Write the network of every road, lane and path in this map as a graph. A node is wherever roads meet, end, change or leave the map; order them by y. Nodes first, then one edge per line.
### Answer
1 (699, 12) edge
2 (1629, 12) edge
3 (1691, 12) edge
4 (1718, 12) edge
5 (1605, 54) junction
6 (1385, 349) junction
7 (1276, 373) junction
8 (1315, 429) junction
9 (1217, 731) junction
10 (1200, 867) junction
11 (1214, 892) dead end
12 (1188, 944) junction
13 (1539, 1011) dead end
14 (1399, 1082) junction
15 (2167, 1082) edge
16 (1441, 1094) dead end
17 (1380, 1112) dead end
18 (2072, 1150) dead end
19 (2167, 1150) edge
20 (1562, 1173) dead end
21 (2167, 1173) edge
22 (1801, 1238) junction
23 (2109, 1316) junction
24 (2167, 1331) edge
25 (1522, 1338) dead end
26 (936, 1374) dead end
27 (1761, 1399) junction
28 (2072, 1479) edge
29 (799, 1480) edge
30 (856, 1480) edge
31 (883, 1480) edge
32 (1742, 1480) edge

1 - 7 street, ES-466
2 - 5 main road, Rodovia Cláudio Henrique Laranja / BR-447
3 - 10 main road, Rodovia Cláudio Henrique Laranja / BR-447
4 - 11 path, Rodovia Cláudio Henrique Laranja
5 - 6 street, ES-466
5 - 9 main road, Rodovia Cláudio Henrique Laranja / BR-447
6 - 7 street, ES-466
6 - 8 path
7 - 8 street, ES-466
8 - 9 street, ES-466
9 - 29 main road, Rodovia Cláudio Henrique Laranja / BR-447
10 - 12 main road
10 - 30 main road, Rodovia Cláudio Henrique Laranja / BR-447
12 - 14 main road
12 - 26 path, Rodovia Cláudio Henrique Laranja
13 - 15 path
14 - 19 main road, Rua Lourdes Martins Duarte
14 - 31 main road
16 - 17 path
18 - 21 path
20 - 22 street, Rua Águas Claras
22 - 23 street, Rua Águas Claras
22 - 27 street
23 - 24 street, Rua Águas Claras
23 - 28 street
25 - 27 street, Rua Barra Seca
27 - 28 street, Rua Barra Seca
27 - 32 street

============================================================

Scan the entries for lines with the word "Henrique". The number of such lines is the whole answer.

Task solution: 7